Are your business partners secure? Without giving too much thought to the question, you nod for a moment saying to your self “sure, they are” by, then the confusion starts to wind its way into your brain. Are you safe in the assumption that your business partners are in fact secure? Further to that end, do you have a clear understanding as to who and how they are connecting into your network?
I’ve had the opportunity to work in an environment in the past that had hundreds of business partners connecting into our enterprise. Our team took the step of putting together an effort to look into these connections. The first thing that struck me out of the gate was the absence of a defined inventory, a risk ladder and any sort of verification.
This was going to require a significant amount of Pepto.

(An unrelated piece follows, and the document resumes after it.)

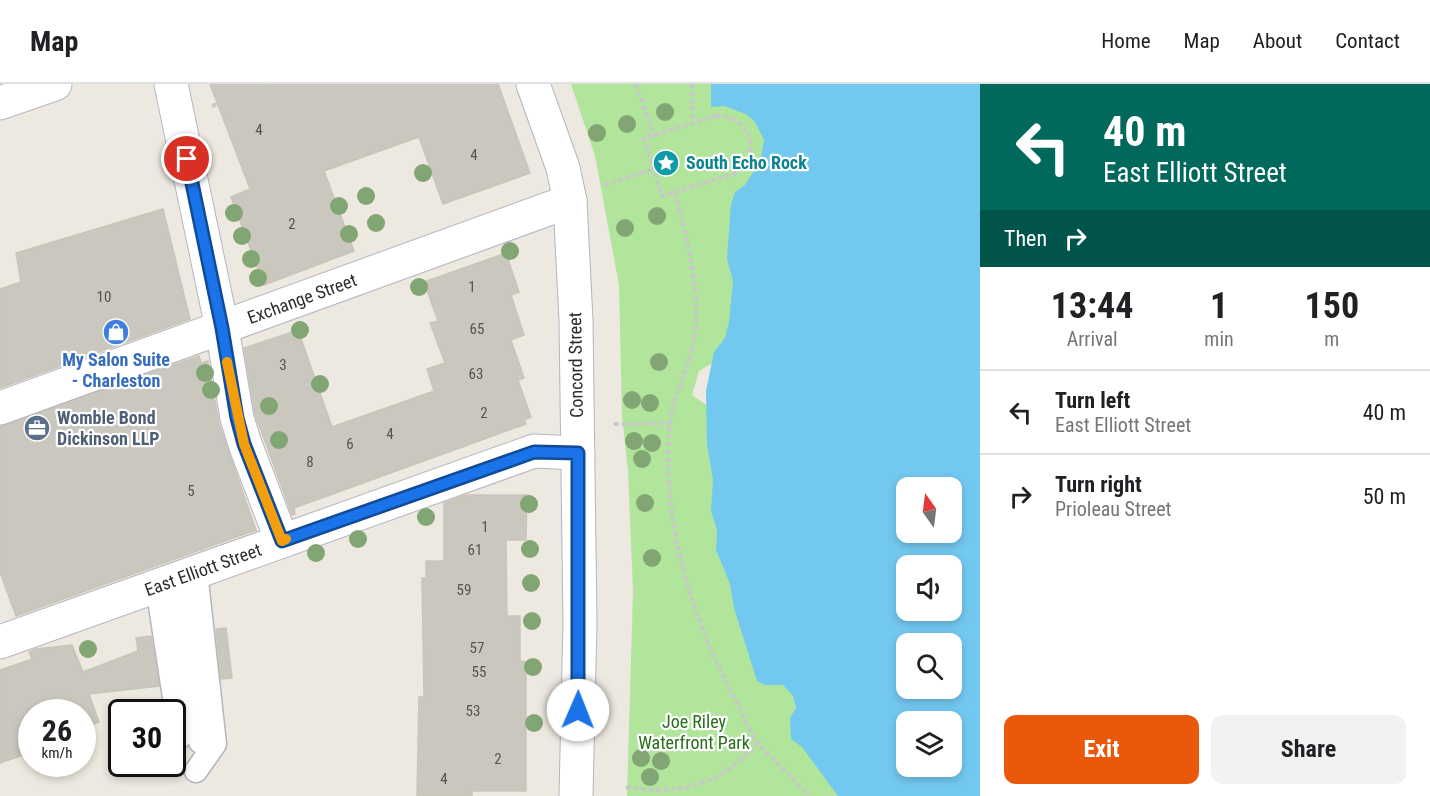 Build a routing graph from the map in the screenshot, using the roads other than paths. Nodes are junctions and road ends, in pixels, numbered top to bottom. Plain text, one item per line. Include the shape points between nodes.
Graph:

One of the first things that you need to ensure is in place is a defined inventory of your business partners. You need to know when the contract will be in place including a clear end date. This may seem incredibly simple but, I’ve learned through trial and error(s) that many organizations do not do a very good job of this task. In another shop that I worked I lifted a tile in the data centre and almost dropped it on my foot when I saw something under the floor.
It wasn’t a rat but, that has happened before as well. No, it was a Cisco router blinking back at me from under the floor. Um, yeah. After a great deal of consternation and phone calls it was discovered that this connection was going back to a former business partner now turned competitor. You could hear a pin drop when we puzzled out that little gem.
First off you need to have an inventory. You need to ensure that your inventory is clear and complete. It will constantly be changing as business agreements are renewed, changed, expired. But, this will go a long way to helping you deal with compliance, audit and overall security.
The next item to consider once you have your inventory in place is implementing a risk ladder. This way you can roll out a clear defined repeatable process for dealing with the intake and exit of your business partners. Using your inventory you could then go through and assign risk ratings based on the partners you’re working with. This would require a proper process being built out mind you. The Ron Popeil “set it and forget it” method will never work in this case.
Then we arrive at the “Trust (but test) and verify”. You have your inventory of business partners. You have your risk ratings. But, have you tested what has been implemented? I’ve made the mistake in the past of accepting what I was told had been done was in fact the case. I was sorely disappointed to discover that had not been the case at all. Frustrating to no end. But, I learned my lesson from this and was able to recover before having to explain to the C-suite why we were all over the front page.
These are just some of the points that you need to keep abreast of.You cannot afford to be mistaken and have your data leave out the back door. Be sure to test all of your business partner connections. There is much more to dive into on this subject and I will address more of this with future posts.